> **WORK TASK**: Word for word, repeat all the entries below, but without the pictures.

Data entries

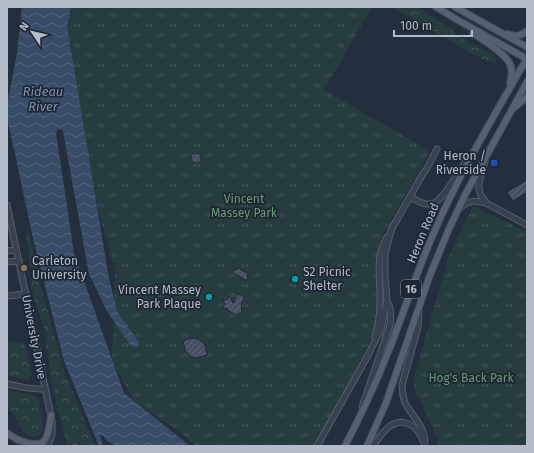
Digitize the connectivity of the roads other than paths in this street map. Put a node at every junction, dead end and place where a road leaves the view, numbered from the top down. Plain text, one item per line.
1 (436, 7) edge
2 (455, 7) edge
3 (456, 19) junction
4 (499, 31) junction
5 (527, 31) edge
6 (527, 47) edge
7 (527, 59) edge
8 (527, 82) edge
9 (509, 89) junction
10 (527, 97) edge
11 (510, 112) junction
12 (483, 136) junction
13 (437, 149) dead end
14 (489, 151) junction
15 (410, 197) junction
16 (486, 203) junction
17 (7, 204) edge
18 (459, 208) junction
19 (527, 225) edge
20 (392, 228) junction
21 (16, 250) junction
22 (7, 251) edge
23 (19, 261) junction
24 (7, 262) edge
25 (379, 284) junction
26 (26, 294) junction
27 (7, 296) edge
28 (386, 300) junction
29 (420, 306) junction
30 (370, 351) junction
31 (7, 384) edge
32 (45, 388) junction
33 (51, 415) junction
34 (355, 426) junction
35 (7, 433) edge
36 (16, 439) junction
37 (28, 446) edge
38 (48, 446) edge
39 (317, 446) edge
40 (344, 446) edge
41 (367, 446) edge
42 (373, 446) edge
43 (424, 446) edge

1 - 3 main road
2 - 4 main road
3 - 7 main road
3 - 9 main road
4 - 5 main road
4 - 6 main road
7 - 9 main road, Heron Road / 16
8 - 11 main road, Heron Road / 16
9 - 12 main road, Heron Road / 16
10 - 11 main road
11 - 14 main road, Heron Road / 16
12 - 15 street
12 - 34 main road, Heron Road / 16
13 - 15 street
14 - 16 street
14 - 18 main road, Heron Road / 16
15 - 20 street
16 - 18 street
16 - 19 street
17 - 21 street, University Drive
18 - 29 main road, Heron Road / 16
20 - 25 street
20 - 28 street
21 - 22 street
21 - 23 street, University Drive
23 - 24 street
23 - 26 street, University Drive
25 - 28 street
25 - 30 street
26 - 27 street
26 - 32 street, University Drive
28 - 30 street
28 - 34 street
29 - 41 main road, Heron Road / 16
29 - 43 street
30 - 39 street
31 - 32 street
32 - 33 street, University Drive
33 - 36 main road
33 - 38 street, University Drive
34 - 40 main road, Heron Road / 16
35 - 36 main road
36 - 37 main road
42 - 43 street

> **ANSWER TO THIS TASK**:
Digitize the connectivity of the roads other than paths in this street map. Put a node at every junction, dead end and place where a road leaves the view, numbered from the top down. Plain text, one item per line.
1 (436, 7) edge
2 (455, 7) edge
3 (456, 19) junction
4 (499, 31) junction
5 (527, 31) edge
6 (527, 47) edge
7 (527, 59) edge
8 (527, 82) edge
9 (509, 89) junction
10 (527, 97) edge
11 (510, 112) junction
12 (483, 136) junction
13 (437, 149) dead end
14 (489, 151) junction
15 (410, 197) junction
16 (486, 203) junction
17 (7, 204) edge
18 (459, 208) junction
19 (527, 225) edge
20 (392, 228) junction
21 (16, 250) junction
22 (7, 251) edge
23 (19, 261) junction
24 (7, 262) edge
25 (379, 284) junction
26 (26, 294) junction
27 (7, 296) edge
28 (386, 300) junction
29 (420, 306) junction
30 (370, 351) junction
31 (7, 384) edge
32 (45, 388) junction
33 (51, 415) junction
34 (355, 426) junction
35 (7, 433) edge
36 (16, 439) junction
37 (28, 446) edge
38 (48, 446) edge
39 (317, 446) edge
40 (344, 446) edge
41 (367, 446) edge
42 (373, 446) edge
43 (424, 446) edge

1 - 3 main road
2 - 4 main road
3 - 7 main road
3 - 9 main road
4 - 5 main road
4 - 6 main road
7 - 9 main road, Heron Road / 16
8 - 11 main road, Heron Road / 16
9 - 12 main road, Heron Road / 16
10 - 11 main road
11 - 14 main road, Heron Road / 16
12 - 15 street
12 - 34 main road, Heron Road / 16
13 - 15 street
14 - 16 street
14 - 18 main road, Heron Road / 16
15 - 20 street
16 - 18 street
16 - 19 street
17 - 21 street, University Drive
18 - 29 main road, Heron Road / 16
20 - 25 street
20 - 28 street
21 - 22 street
21 - 23 street, University Drive
23 - 24 street
23 - 26 street, University Drive
25 - 28 street
25 - 30 street
26 - 27 street
26 - 32 street, University Drive
28 - 30 street
28 - 34 street
29 - 41 main road, Heron Road / 16
29 - 43 street
30 - 39 street
31 - 32 street
32 - 33 street, University Drive
33 - 36 main road
33 - 38 street, University Drive
34 - 40 main road, Heron Road / 16
35 - 36 main road
36 - 37 main road
42 - 43 street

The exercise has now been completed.